In reviewing the sufficiency of a complaint, the Court must
accept all well-pled facts as true and draw all permissible
inferences in favor of the plaintiff. See Active Disposal
Inc. v. City of Darien, 635 F.3d 883, 886 (7th Cir.
2011). A Rule 12(b)(6) motion to dismiss asks whether the
complaint “contain[s] sufficient factual matter,
accepted as true, to ‘state a claim to relief that is
plausible on its face.'” Ashcroft v.
Iqbal, 556 U.S. 662, 678 (2009) (quoting
Twombly, 550 U.S. at 570). The Court may not accept
legal conclusions or conclusory allegations as sufficient to
state a claim for relief. See McCauley v. City of
Chicago, 671 F.3d 611, 617 (7th Cir. 2011). Factual
allegations must plausibly state an entitlement to relief
“to a degree that rises above the speculative
level.” Munson v. Gaetz, 673 F.3d 630, 633
(7th Cir. 2012).

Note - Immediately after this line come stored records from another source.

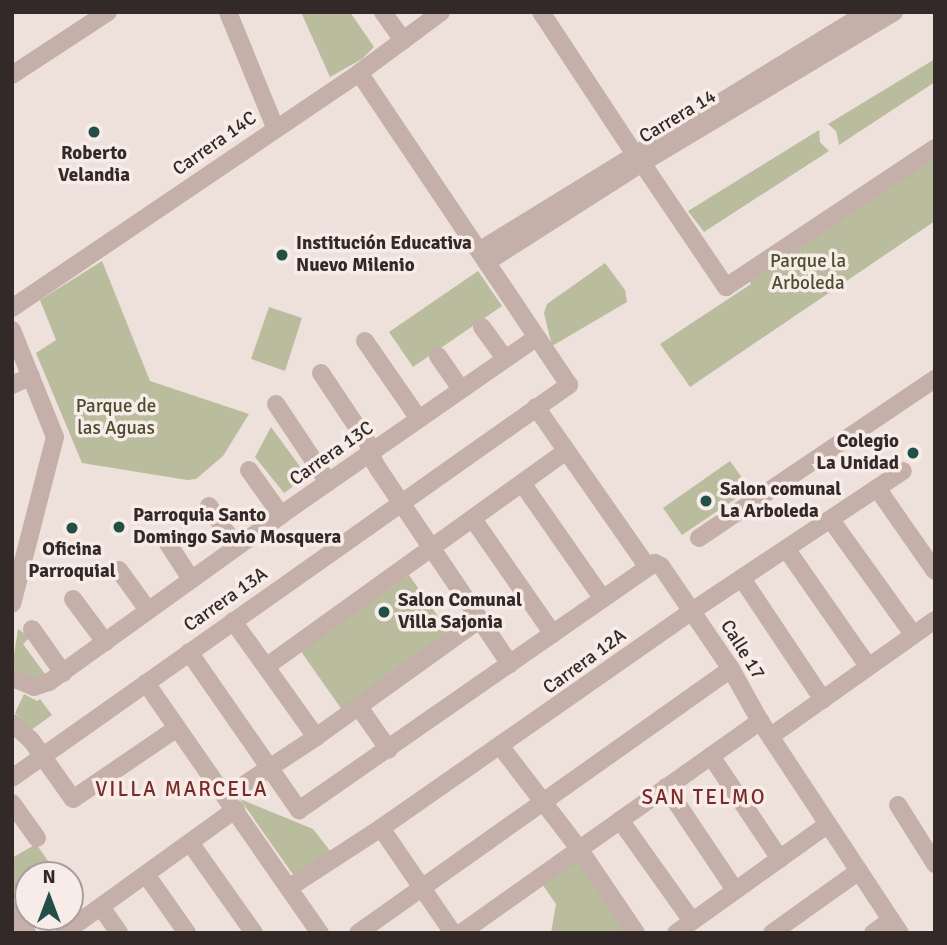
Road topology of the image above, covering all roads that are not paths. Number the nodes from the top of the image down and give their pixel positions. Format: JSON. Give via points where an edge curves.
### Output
{"nodes":[{"id":1,"x":228,"y":12,"type":"edge"},
{"id":2,"x":383,"y":12,"type":"edge"},
{"id":3,"x":441,"y":12,"type":"edge"},
{"id":4,"x":541,"y":12,"type":"edge"},
{"id":5,"x":867,"y":12,"type":"edge"},
{"id":6,"x":894,"y":12,"type":"edge"},
{"id":7,"x":97,"y":15,"type":"edge"},
{"id":8,"x":403,"y":41,"type":"junction"},
{"id":9,"x":359,"y":72,"type":"junction"},
{"id":10,"x":12,"y":75,"type":"edge"},
{"id":11,"x":275,"y":127,"type":"junction"},
{"id":12,"x":935,"y":148,"type":"edge"},
{"id":13,"x":638,"y":158,"type":"junction"},
{"id":14,"x":483,"y":257,"type":"junction"},
{"id":15,"x":12,"y":308,"type":"edge"},
{"id":16,"x":482,"y":327,"type":"dead end"},
{"id":17,"x":12,"y":330,"type":"edge"},
{"id":18,"x":536,"y":338,"type":"junction"},
{"id":19,"x":365,"y":341,"type":"dead end"},
{"id":20,"x":438,"y":356,"type":"dead end"},
{"id":21,"x":505,"y":359,"type":"junction"},
{"id":22,"x":321,"y":373,"type":"dead end"},
{"id":23,"x":31,"y":376,"type":"junction"},
{"id":24,"x":935,"y":379,"type":"edge"},
{"id":25,"x":12,"y":385,"type":"edge"},
{"id":26,"x":461,"y":389,"type":"junction"},
{"id":27,"x":276,"y":404,"type":"dead end"},
{"id":28,"x":536,"y":407,"type":"junction"},
{"id":29,"x":419,"y":419,"type":"junction"},
{"id":30,"x":373,"y":451,"type":"junction"},
{"id":31,"x":566,"y":451,"type":"junction"},
{"id":32,"x":249,"y":470,"type":"dead end"},
{"id":33,"x":903,"y":471,"type":"dead end"},
{"id":34,"x":328,"y":482,"type":"junction"},
{"id":35,"x":522,"y":483,"type":"junction"},
{"id":36,"x":877,"y":488,"type":"junction"},
{"id":37,"x":401,"y":502,"type":"junction"},
{"id":38,"x":209,"y":506,"type":"dead end"},
{"id":39,"x":281,"y":515,"type":"junction"},
{"id":40,"x":473,"y":519,"type":"junction"},
{"id":41,"x":831,"y":520,"type":"junction"},
{"id":42,"x":699,"y":538,"type":"dead end"},
{"id":43,"x":165,"y":539,"type":"dead end"},
{"id":44,"x":236,"y":547,"type":"junction"},
{"id":45,"x":433,"y":550,"type":"junction"},
{"id":46,"x":787,"y":550,"type":"junction"},
{"id":47,"x":647,"y":566,"type":"junction"},
{"id":48,"x":119,"y":570,"type":"dead end"},
{"id":49,"x":935,"y":571,"type":"edge"},
{"id":50,"x":191,"y":579,"type":"junction"},
{"id":51,"x":743,"y":580,"type":"junction"},
{"id":52,"x":73,"y":599,"type":"dead end"},
{"id":53,"x":603,"y":599,"type":"junction"},
{"id":54,"x":12,"y":604,"type":"edge"},
{"id":55,"x":148,"y":610,"type":"junction"},
{"id":56,"x":692,"y":611,"type":"junction"},
{"id":57,"x":480,"y":620,"type":"junction"},
{"id":58,"x":935,"y":620,"type":"edge"},
{"id":59,"x":233,"y":621,"type":"junction"},
{"id":60,"x":32,"y":629,"type":"dead end"},
{"id":61,"x":553,"y":634,"type":"junction"},
{"id":62,"x":913,"y":635,"type":"junction"},
{"id":63,"x":105,"y":642,"type":"junction"},
{"id":64,"x":189,"y":652,"type":"junction"},
{"id":65,"x":510,"y":664,"type":"junction"},
{"id":66,"x":267,"y":666,"type":"junction"},
{"id":67,"x":868,"y":666,"type":"junction"},
{"id":68,"x":731,"y":669,"type":"junction"},
{"id":69,"x":63,"y":673,"type":"junction"},
{"id":70,"x":12,"y":678,"type":"edge"},
{"id":71,"x":146,"y":683,"type":"junction"},
{"id":72,"x":823,"y":700,"type":"junction"},
{"id":73,"x":359,"y":707,"type":"junction"},
{"id":74,"x":760,"y":721,"type":"junction"},
{"id":75,"x":12,"y":723,"type":"edge"},
{"id":76,"x":177,"y":728,"type":"junction"},
{"id":77,"x":771,"y":736,"type":"junction"},
{"id":78,"x":316,"y":737,"type":"junction"},
{"id":79,"x":501,"y":747,"type":"junction"},
{"id":80,"x":389,"y":750,"type":"junction"},
{"id":81,"x":43,"y":755,"type":"junction"},
{"id":82,"x":710,"y":756,"type":"junction"},
{"id":83,"x":271,"y":768,"type":"junction"},
{"id":84,"x":12,"y":778,"type":"edge"},
{"id":85,"x":666,"y":787,"type":"junction"},
{"id":86,"x":542,"y":801,"type":"junction"},
{"id":87,"x":231,"y":802,"type":"junction"},
{"id":88,"x":12,"y":803,"type":"edge"},
{"id":89,"x":898,"y":805,"type":"dead end"},
{"id":90,"x":620,"y":820,"type":"junction"},
{"id":91,"x":828,"y":824,"type":"junction"},
{"id":92,"x":381,"y":828,"type":"junction"},
{"id":93,"x":37,"y":838,"type":"dead end"},
{"id":94,"x":191,"y":844,"type":"junction"},
{"id":95,"x":580,"y":850,"type":"junction"},
{"id":96,"x":780,"y":859,"type":"junction"},
{"id":97,"x":935,"y":864,"type":"edge"},
{"id":98,"x":859,"y":871,"type":"junction"},
{"id":99,"x":146,"y":876,"type":"junction"},
{"id":100,"x":290,"y":887,"type":"junction"},
{"id":101,"x":422,"y":887,"type":"junction"},
{"id":102,"x":735,"y":890,"type":"junction"},
{"id":103,"x":101,"y":907,"type":"junction"},
{"id":104,"x":12,"y":911,"type":"edge"},
{"id":105,"x":692,"y":921,"type":"junction"},
{"id":106,"x":896,"y":926,"type":"edge"},
{"id":107,"x":27,"y":933,"type":"edge"},
{"id":108,"x":64,"y":933,"type":"edge"},
{"id":109,"x":119,"y":933,"type":"edge"},
{"id":110,"x":187,"y":933,"type":"edge"},
{"id":111,"x":254,"y":933,"type":"edge"},
{"id":112,"x":320,"y":933,"type":"edge"},
{"id":113,"x":358,"y":933,"type":"edge"},
{"id":114,"x":453,"y":933,"type":"edge"},
{"id":115,"x":461,"y":933,"type":"edge"},
{"id":116,"x":636,"y":933,"type":"edge"},
{"id":117,"x":676,"y":933,"type":"edge"},
{"id":118,"x":772,"y":933,"type":"edge"},
{"id":119,"x":873,"y":933,"type":"edge"}],
"edges":[{"from":1,"to":11,"type":"street"},
{"from":2,"to":8,"type":"street"},
{"from":3,"to":8,"type":"street","name":"Carrera 14C"},
{"from":4,"to":13,"type":"street"},
{"from":5,"to":13,"type":"street","name":"Carrera 14"},
{"from":6,"to":13,"type":"street","name":"Carrera 14"},
{"from":7,"to":10,"type":"street"},
{"from":8,"to":9,"type":"street","name":"Carrera 14C"},
{"from":9,"to":11,"type":"street","name":"Carrera 14C"},
{"from":9,"to":14,"type":"street"},
{"from":11,"to":15,"type":"street","name":"Carrera 14C"},
{"from":12,"to":13,"type":"street","via":[[726,287]]},
{"from":13,"to":14,"type":"street","name":"Carrera 14"},
{"from":14,"to":18,"type":"street"},
{"from":16,"to":21,"type":"street"},
{"from":17,"to":23,"type":"street"},
{"from":18,"to":21,"type":"street","name":"Carrera 13C"},
{"from":18,"to":28,"type":"street","name":"Carrera 13A","via":[[569,385]]},
{"from":19,"to":29,"type":"street"},
{"from":20,"to":26,"type":"street"},
{"from":21,"to":26,"type":"street","name":"Carrera 13C"},
{"from":22,"to":30,"type":"street"},
{"from":23,"to":25,"type":"street"},
{"from":23,"to":54,"type":"street","via":[[55,437]]},
{"from":24,"to":42,"type":"street"},
{"from":26,"to":29,"type":"street","name":"Carrera 13C"},
{"from":27,"to":34,"type":"street"},
{"from":28,"to":31,"type":"street","name":"Calle 17"},
{"from":28,"to":37,"type":"street","name":"Carrera 13A"},
{"from":29,"to":30,"type":"street","name":"Carrera 13C"},
{"from":30,"to":34,"type":"street","name":"Carrera 13C"},
{"from":30,"to":37,"type":"street","via":[[373,460]]},
{"from":31,"to":35,"type":"street"},
{"from":31,"to":47,"type":"street","name":"Calle 17"},
{"from":32,"to":39,"type":"street"},
{"from":33,"to":36,"type":"street","name":"Carrera 12A"},
{"from":34,"to":39,"type":"street","name":"Carrera 13C"},
{"from":35,"to":40,"type":"street"},
{"from":35,"to":53,"type":"street"},
{"from":36,"to":41,"type":"street","name":"Carrera 12A"},
{"from":36,"to":49,"type":"street"},
{"from":37,"to":45,"type":"street"},
{"from":37,"to":59,"type":"street","name":"Carrera 13A"},
{"from":38,"to":44,"type":"street"},
{"from":39,"to":44,"type":"street","name":"Carrera 13C"},
{"from":40,"to":45,"type":"street"},
{"from":40,"to":61,"type":"street"},
{"from":41,"to":46,"type":"street","name":"Carrera 12A"},
{"from":41,"to":62,"type":"street"},
{"from":43,"to":50,"type":"street"},
{"from":44,"to":50,"type":"street","name":"Carrera 13C"},
{"from":45,"to":57,"type":"street"},
{"from":45,"to":66,"type":"street"},
{"from":46,"to":51,"type":"street","name":"Carrera 12A"},
{"from":46,"to":67,"type":"street"},
{"from":47,"to":53,"type":"street"},
{"from":47,"to":56,"type":"street","name":"Calle 17","via":[[661,566]]},
{"from":48,"to":55,"type":"street"},
{"from":50,"to":55,"type":"street","name":"Carrera 13C"},
{"from":51,"to":56,"type":"street","name":"Carrera 12A"},
{"from":51,"to":72,"type":"street"},
{"from":52,"to":63,"type":"street"},
{"from":53,"to":61,"type":"street"},
{"from":55,"to":63,"type":"street","name":"Carrera 13C"},
{"from":56,"to":68,"type":"street","name":"Calle 17"},
{"from":56,"to":79,"type":"street","name":"Carrera 12A"},
{"from":57,"to":65,"type":"street"},
{"from":57,"to":73,"type":"street"},
{"from":58,"to":62,"type":"street"},
{"from":59,"to":64,"type":"street","name":"Carrera 13A"},
{"from":59,"to":66,"type":"street"},
{"from":60,"to":69,"type":"street"},
{"from":61,"to":65,"type":"street"},
{"from":62,"to":67,"type":"street"},
{"from":63,"to":69,"type":"street","name":"Carrera 13C"},
{"from":64,"to":71,"type":"street","name":"Carrera 13A"},
{"from":64,"to":83,"type":"street"},
{"from":65,"to":80,"type":"street"},
{"from":66,"to":78,"type":"street"},
{"from":67,"to":72,"type":"street"},
{"from":68,"to":74,"type":"street","name":"Calle 17"},
{"from":68,"to":86,"type":"street"},
{"from":69,"to":70,"type":"street","name":"Carrera 13C","via":[[34,687]]},
{"from":71,"to":76,"type":"street"},
{"from":71,"to":81,"type":"street","name":"Carrera 13A"},
{"from":72,"to":77,"type":"street"},
{"from":73,"to":78,"type":"street"},
{"from":73,"to":80,"type":"street"},
{"from":74,"to":77,"type":"street","name":"Calle 17"},
{"from":74,"to":82,"type":"street"},
{"from":75,"to":81,"type":"street"},
{"from":76,"to":81,"type":"street","via":[[73,799]]},
{"from":76,"to":87,"type":"street"},
{"from":77,"to":91,"type":"street","name":"Calle 17"},
{"from":78,"to":83,"type":"street"},
{"from":79,"to":86,"type":"street"},
{"from":79,"to":92,"type":"street","name":"Carrera 12A"},
{"from":80,"to":83,"type":"street","via":[[299,810]]},
{"from":81,"to":84,"type":"street","name":"Carrera 13A"},
{"from":82,"to":85,"type":"street"},
{"from":82,"to":96,"type":"street"},
{"from":83,"to":87,"type":"street"},
{"from":85,"to":90,"type":"street"},
{"from":85,"to":102,"type":"street"},
{"from":86,"to":95,"type":"street"},
{"from":86,"to":101,"type":"street"},
{"from":87,"to":94,"type":"street"},
{"from":87,"to":100,"type":"street"},
{"from":88,"to":93,"type":"street"},
{"from":89,"to":97,"type":"street"},
{"from":90,"to":95,"type":"street"},
{"from":90,"to":105,"type":"street"},
{"from":91,"to":96,"type":"street"},
{"from":91,"to":98,"type":"street","name":"Calle 17"},
{"from":92,"to":100,"type":"street","name":"Carrera 12A"},
{"from":92,"to":101,"type":"street"},
{"from":94,"to":99,"type":"street"},
{"from":94,"to":111,"type":"street"},
{"from":95,"to":115,"type":"street"},
{"from":95,"to":116,"type":"street"},
{"from":96,"to":102,"type":"street"},
{"from":98,"to":106,"type":"street","name":"Calle 17"},
{"from":98,"to":118,"type":"street"},
{"from":99,"to":103,"type":"street"},
{"from":99,"to":110,"type":"street"},
{"from":100,"to":112,"type":"street"},
{"from":101,"to":113,"type":"street"},
{"from":101,"to":114,"type":"street"},
{"from":102,"to":105,"type":"street"},
{"from":103,"to":108,"type":"street"},
{"from":103,"to":109,"type":"street"},
{"from":104,"to":107,"type":"street"},
{"from":105,"to":117,"type":"street"},
{"from":106,"to":119,"type":"street"}]}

This plausibility determination is “a
context-specific task that requires the reviewing court to
draw on its judicial experience and common sense.”
with the standard set forth above, the Court recites the
facts as detailed in Ms. Banziger's Amended Complaint,
which are treated as true for the purpose of resolving
Walmart's Motion. The Court may not fill in what the
defendant may see as “gaps” in the
plaintiff's story with additional facts proposed by the
defendant. Cf., e.g., Mescall v. Burrus,
603 F.2d 1266, 1269 (7th Cir. 1979) (“To support the
dismissal, certain findings of fact were made beyond the
allegations of the complaint. Perhaps the trial court has
correctly predicted what the final result may be on a motion
for summary judgment or after trial, but at this stage of the
proceeding those findings cannot be justified.”). The
Court thus begins its summation of the well-pleaded facts by
rejecting Walmart's attempt to supplement Ms.
Banziger's Amended Complaint with its own suggested
facts. [See Filing No. 42 at 1 (arguing that the
Amended Complaint “omits a material part of the
events relevant to Walmart's Motion began, according to
the Amended Complaint, when seventy-nine-year-old Ms.
Banziger visited an Indiana Walmart store in March 2016.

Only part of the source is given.